[Stored items]
···
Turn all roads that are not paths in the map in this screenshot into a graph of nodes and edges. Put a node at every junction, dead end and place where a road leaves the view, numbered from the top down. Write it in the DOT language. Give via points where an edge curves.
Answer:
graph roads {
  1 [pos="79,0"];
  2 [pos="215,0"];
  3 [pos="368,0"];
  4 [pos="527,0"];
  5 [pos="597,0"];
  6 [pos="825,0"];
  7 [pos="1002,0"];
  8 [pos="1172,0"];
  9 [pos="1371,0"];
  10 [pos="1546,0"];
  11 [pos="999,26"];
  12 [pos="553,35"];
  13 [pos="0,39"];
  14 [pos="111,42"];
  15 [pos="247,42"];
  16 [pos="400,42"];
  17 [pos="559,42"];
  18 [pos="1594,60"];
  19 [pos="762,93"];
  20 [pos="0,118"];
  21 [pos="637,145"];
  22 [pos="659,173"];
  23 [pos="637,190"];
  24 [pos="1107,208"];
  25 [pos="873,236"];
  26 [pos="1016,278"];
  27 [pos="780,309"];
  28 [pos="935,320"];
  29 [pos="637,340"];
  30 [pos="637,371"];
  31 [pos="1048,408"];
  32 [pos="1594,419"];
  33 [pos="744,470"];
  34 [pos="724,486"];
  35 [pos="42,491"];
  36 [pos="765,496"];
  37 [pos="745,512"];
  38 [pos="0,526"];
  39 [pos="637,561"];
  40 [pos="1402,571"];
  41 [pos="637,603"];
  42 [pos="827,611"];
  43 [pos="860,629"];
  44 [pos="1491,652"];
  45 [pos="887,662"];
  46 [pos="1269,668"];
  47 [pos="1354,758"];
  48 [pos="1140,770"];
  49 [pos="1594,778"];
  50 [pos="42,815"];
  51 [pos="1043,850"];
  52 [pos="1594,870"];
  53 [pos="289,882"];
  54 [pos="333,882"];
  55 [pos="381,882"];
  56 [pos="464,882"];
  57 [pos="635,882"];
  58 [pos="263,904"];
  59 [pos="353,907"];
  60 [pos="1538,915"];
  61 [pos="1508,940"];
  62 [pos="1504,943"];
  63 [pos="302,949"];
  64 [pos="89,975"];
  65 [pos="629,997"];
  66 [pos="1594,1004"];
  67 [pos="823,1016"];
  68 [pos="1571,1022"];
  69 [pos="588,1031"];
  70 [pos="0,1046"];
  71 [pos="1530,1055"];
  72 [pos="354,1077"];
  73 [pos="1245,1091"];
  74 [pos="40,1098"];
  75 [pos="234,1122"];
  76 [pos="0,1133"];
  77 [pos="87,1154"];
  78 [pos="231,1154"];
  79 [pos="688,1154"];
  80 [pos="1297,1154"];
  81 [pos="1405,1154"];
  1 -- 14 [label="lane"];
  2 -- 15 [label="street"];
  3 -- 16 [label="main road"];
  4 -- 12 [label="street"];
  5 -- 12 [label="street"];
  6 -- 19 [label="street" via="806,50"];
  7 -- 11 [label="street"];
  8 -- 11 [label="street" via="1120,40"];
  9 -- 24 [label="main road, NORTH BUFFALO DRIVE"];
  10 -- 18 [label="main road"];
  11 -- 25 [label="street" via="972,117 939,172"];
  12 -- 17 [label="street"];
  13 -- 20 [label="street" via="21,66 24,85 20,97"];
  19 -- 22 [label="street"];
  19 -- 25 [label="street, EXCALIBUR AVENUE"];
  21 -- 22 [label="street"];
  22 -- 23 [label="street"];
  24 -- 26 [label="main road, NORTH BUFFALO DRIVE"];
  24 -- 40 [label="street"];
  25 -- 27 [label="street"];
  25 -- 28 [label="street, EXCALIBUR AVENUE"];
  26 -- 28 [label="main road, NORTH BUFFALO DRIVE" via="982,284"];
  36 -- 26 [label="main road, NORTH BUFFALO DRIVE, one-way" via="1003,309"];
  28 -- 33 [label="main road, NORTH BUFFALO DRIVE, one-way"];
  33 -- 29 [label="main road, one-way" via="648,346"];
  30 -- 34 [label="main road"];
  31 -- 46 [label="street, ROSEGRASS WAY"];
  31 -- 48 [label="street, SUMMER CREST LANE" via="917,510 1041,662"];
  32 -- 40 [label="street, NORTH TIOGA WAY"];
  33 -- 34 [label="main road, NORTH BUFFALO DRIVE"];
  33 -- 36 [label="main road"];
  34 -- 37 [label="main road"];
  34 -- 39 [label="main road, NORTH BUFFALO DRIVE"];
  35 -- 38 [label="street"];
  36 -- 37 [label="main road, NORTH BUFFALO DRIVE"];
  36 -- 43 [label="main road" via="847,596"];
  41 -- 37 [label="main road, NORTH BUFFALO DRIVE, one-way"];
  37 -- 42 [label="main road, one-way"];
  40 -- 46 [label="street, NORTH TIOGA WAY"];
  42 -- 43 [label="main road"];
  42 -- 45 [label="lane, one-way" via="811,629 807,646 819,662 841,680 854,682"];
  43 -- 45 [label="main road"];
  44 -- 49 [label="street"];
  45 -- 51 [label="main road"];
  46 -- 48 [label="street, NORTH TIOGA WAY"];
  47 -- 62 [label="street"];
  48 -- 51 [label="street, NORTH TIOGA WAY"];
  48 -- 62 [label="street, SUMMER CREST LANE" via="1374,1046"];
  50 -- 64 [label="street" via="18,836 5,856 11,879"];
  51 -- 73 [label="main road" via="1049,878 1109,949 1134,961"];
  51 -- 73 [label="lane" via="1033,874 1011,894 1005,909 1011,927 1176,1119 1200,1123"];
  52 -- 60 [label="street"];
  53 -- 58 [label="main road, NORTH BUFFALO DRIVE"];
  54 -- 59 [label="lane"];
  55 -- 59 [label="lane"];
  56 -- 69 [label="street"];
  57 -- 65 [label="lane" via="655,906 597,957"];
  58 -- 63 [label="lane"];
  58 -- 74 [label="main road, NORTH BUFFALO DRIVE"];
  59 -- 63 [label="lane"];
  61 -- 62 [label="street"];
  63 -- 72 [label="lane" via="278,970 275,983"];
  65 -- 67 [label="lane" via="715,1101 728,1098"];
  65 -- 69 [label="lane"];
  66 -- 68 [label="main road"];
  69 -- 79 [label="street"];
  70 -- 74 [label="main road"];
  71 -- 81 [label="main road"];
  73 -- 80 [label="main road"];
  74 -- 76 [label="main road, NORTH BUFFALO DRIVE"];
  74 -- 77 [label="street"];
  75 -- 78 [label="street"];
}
···
** DIRECTIONS **
Quote every entry exactly.

** TASK OUTPUT **
Turn all roads that are not paths in the map in this screenshot into a graph of nodes and edges. Put a node at every junction, dead end and place where a road leaves the view, numbered from the top down. Write it in the DOT language. Give via points where an edge curves.
Answer:
graph roads {
  1 [pos="79,0"];
  2 [pos="215,0"];
  3 [pos="368,0"];
  4 [pos="527,0"];
  5 [pos="597,0"];
  6 [pos="825,0"];
  7 [pos="1002,0"];
  8 [pos="1172,0"];
  9 [pos="1371,0"];
  10 [pos="1546,0"];
  11 [pos="999,26"];
  12 [pos="553,35"];
  13 [pos="0,39"];
  14 [pos="111,42"];
  15 [pos="247,42"];
  16 [pos="400,42"];
  17 [pos="559,42"];
  18 [pos="1594,60"];
  19 [pos="762,93"];
  20 [pos="0,118"];
  21 [pos="637,145"];
  22 [pos="659,173"];
  23 [pos="637,190"];
  24 [pos="1107,208"];
  25 [pos="873,236"];
  26 [pos="1016,278"];
  27 [pos="780,309"];
  28 [pos="935,320"];
  29 [pos="637,340"];
  30 [pos="637,371"];
  31 [pos="1048,408"];
  32 [pos="1594,419"];
  33 [pos="744,470"];
  34 [pos="724,486"];
  35 [pos="42,491"];
  36 [pos="765,496"];
  37 [pos="745,512"];
  38 [pos="0,526"];
  39 [pos="637,561"];
  40 [pos="1402,571"];
  41 [pos="637,603"];
  42 [pos="827,611"];
  43 [pos="860,629"];
  44 [pos="1491,652"];
  45 [pos="887,662"];
  46 [pos="1269,668"];
  47 [pos="1354,758"];
  48 [pos="1140,770"];
  49 [pos="1594,778"];
  50 [pos="42,815"];
  51 [pos="1043,850"];
  52 [pos="1594,870"];
  53 [pos="289,882"];
  54 [pos="333,882"];
  55 [pos="381,882"];
  56 [pos="464,882"];
  57 [pos="635,882"];
  58 [pos="263,904"];
  59 [pos="353,907"];
  60 [pos="1538,915"];
  61 [pos="1508,940"];
  62 [pos="1504,943"];
  63 [pos="302,949"];
  64 [pos="89,975"];
  65 [pos="629,997"];
  66 [pos="1594,1004"];
  67 [pos="823,1016"];
  68 [pos="1571,1022"];
  69 [pos="588,1031"];
  70 [pos="0,1046"];
  71 [pos="1530,1055"];
  72 [pos="354,1077"];
  73 [pos="1245,1091"];
  74 [pos="40,1098"];
  75 [pos="234,1122"];
  76 [pos="0,1133"];
  77 [pos="87,1154"];
  78 [pos="231,1154"];
  79 [pos="688,1154"];
  80 [pos="1297,1154"];
  81 [pos="1405,1154"];
  1 -- 14 [label="lane"];
  2 -- 15 [label="street"];
  3 -- 16 [label="main road"];
  4 -- 12 [label="street"];
  5 -- 12 [label="street"];
  6 -- 19 [label="street" via="806,50"];
  7 -- 11 [label="street"];
  8 -- 11 [label="street" via="1120,40"];
  9 -- 24 [label="main road, NORTH BUFFALO DRIVE"];
  10 -- 18 [label="main road"];
  11 -- 25 [label="street" via="972,117 939,172"];
  12 -- 17 [label="street"];
  13 -- 20 [label="street" via="21,66 24,85 20,97"];
  19 -- 22 [label="street"];
  19 -- 25 [label="street, EXCALIBUR AVENUE"];
  21 -- 22 [label="street"];
  22 -- 23 [label="street"];
  24 -- 26 [label="main road, NORTH BUFFALO DRIVE"];
  24 -- 40 [label="street"];
  25 -- 27 [label="street"];
  25 -- 28 [label="street, EXCALIBUR AVENUE"];
  26 -- 28 [label="main road, NORTH BUFFALO DRIVE" via="982,284"];
  36 -- 26 [label="main road, NORTH BUFFALO DRIVE, one-way" via="1003,309"];
  28 -- 33 [label="main road, NORTH BUFFALO DRIVE, one-way"];
  33 -- 29 [label="main road, one-way" via="648,346"];
  30 -- 34 [label="main road"];
  31 -- 46 [label="street, ROSEGRASS WAY"];
  31 -- 48 [label="street, SUMMER CREST LANE" via="917,510 1041,662"];
  32 -- 40 [label="street, NORTH TIOGA WAY"];
  33 -- 34 [label="main road, NORTH BUFFALO DRIVE"];
  33 -- 36 [label="main road"];
  34 -- 37 [label="main road"];
  34 -- 39 [label="main road, NORTH BUFFALO DRIVE"];
  35 -- 38 [label="street"];
  36 -- 37 [label="main road, NORTH BUFFALO DRIVE"];
  36 -- 43 [label="main road" via="847,596"];
  41 -- 37 [label="main road, NORTH BUFFALO DRIVE, one-way"];
  37 -- 42 [label="main road, one-way"];
  40 -- 46 [label="street, NORTH TIOGA WAY"];
  42 -- 43 [label="main road"];
  42 -- 45 [label="lane, one-way" via="811,629 807,646 819,662 841,680 854,682"];
  43 -- 45 [label="main road"];
  44 -- 49 [label="street"];
  45 -- 51 [label="main road"];
  46 -- 48 [label="street, NORTH TIOGA WAY"];
  47 -- 62 [label="street"];
  48 -- 51 [label="street, NORTH TIOGA WAY"];
  48 -- 62 [label="street, SUMMER CREST LANE" via="1374,1046"];
  50 -- 64 [label="street" via="18,836 5,856 11,879"];
  51 -- 73 [label="main road" via="1049,878 1109,949 1134,961"];
  51 -- 73 [label="lane" via="1033,874 1011,894 1005,909 1011,927 1176,1119 1200,1123"];
  52 -- 60 [label="street"];
  53 -- 58 [label="main road, NORTH BUFFALO DRIVE"];
  54 -- 59 [label="lane"];
  55 -- 59 [label="lane"];
  56 -- 69 [label="street"];
  57 -- 65 [label="lane" via="655,906 597,957"];
  58 -- 63 [label="lane"];
  58 -- 74 [label="main road, NORTH BUFFALO DRIVE"];
  59 -- 63 [label="lane"];
  61 -- 62 [label="street"];
  63 -- 72 [label="lane" via="278,970 275,983"];
  65 -- 67 [label="lane" via="715,1101 728,1098"];
  65 -- 69 [label="lane"];
  66 -- 68 [label="main road"];
  69 -- 79 [label="street"];
  70 -- 74 [label="main road"];
  71 -- 81 [label="main road"];
  73 -- 80 [label="main road"];
  74 -- 76 [label="main road, NORTH BUFFALO DRIVE"];
  74 -- 77 [label="street"];
  75 -- 78 [label="street"];
}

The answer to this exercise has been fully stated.